Morbidity due to SSI in the cohort of patients with bone tumors is substantial and can lead to delayed adjuvant chemotherapy or amputation [11–13]. Compared with patient undergoing elective hip and knee arthroplasty, those undergoing orthopedic surgery of the lower limbs due to cancer have an increased risk of SSIs [8, 14–16]. SSI rates are reported to be in the range of 1%–3% for elective hip and knee arthroplasty [17, 18], while rates in orthopedic oncology are reported to be on 10% average and as high as 36% [8, 10, 13–16]. The higher SSI rate in tumor orthopedic surgery is likely related to the patient population itself and the administration of chemotherapy and/or radiation therapy predisposing for difficulties with wound healing. Some retrospective studies and a review article showed that pathogens isolated in SSIs in this population often harbor cephalosporin-resistant pathogens, such as coagulase-negative staphylococci, gram-negative bacilli, and enterococci [8, 13, 15, 19]. There is also some evidence suggesting that prolonged duration of postoperative antibiotic prophylaxis increases of risk for infections due to resistant bacteria [20].

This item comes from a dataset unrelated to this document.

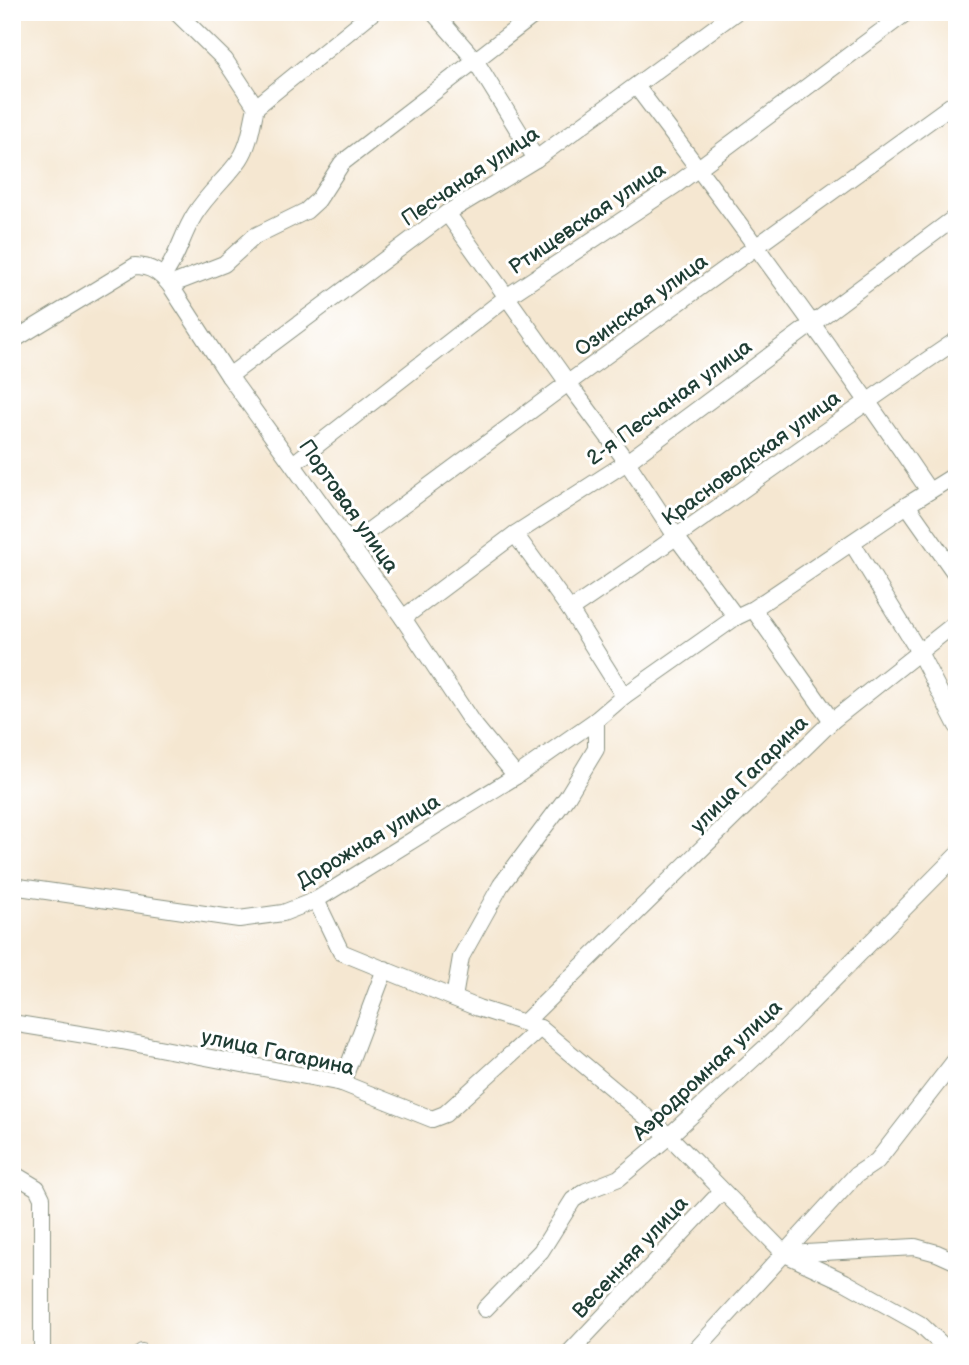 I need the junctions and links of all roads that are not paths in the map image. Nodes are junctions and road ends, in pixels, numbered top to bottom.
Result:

Using the data from the PARITY trial, the primary goal of the present study was to characterize the microbiological characteristics in SSIs in this population as well as the presumed resistance to the perioperative prophylactic agents used. We also aimed to identify risk factors associated with the isolation of presumably resistant pathogens. Finally, we assessed the association between topical antibiotics, such as antibiotic cement and locally applied powder/sponge, and the selection of presumably resistant pathogens.
METHODS
Data Set
Designed as a multicenter blinded randomized controlled trial with 2 parallel study arms, the PARITY trial assessed the effect of short-term (24-hour) versus long-term (5-day) postoperative intravenous antibiotic prophylaxis with cefazolin or cefuroxime (clinical site specific) on the incidence of SSI in patients aged ≥12 years undergoing surgical excision and endoprosthetic reconstruction due to a bone tumor of the lower limb [10, 21]. Patients at 48 clinical sites in North America, South America, Europe, Australia, Africa, and Asia were randomized in a 1:1 ratio to the study arms and followed up for 1 year postoperatively. Further details of the study design have been published elsewhere [21]. The PARITY was approved by the Hamilton Integrated Research Ethics Board as well as the relevant local ethics committee at each participating site. The current study was performed using the PARITY dataset to further analyze the microbiological characteristics of SSI in this patient population.
Microbiological Sampling
Microbiological sampling was considered only if it was performed in an aseptic manner (eg, tissue cultures, joint fluid, deep swab samples, and sonication of prosthesis), in accordance with the Centers for Disease Control and Prevention (CD)C/NSHN definition of SSIs [22]. Blood cultures taken at the time of SSI diagnosis were documented and considered alongside the other culture results. Microbiological cultures and resistance testing were performed according to local standards at each study site.
Outcomes
The primary end point of this secondary analysis was to characterize the proportion and microbiological spectrum of SSIs caused by pathogens presumably resistant to cefazolin or cefuroxime prophylaxis. The secondary end point was to identify potential risk factors for SSIs caused by pathogens presumably resistant to standard prophylaxis. In addition, the rate of pathogens presumably resistant to topic antibiotics was assessed.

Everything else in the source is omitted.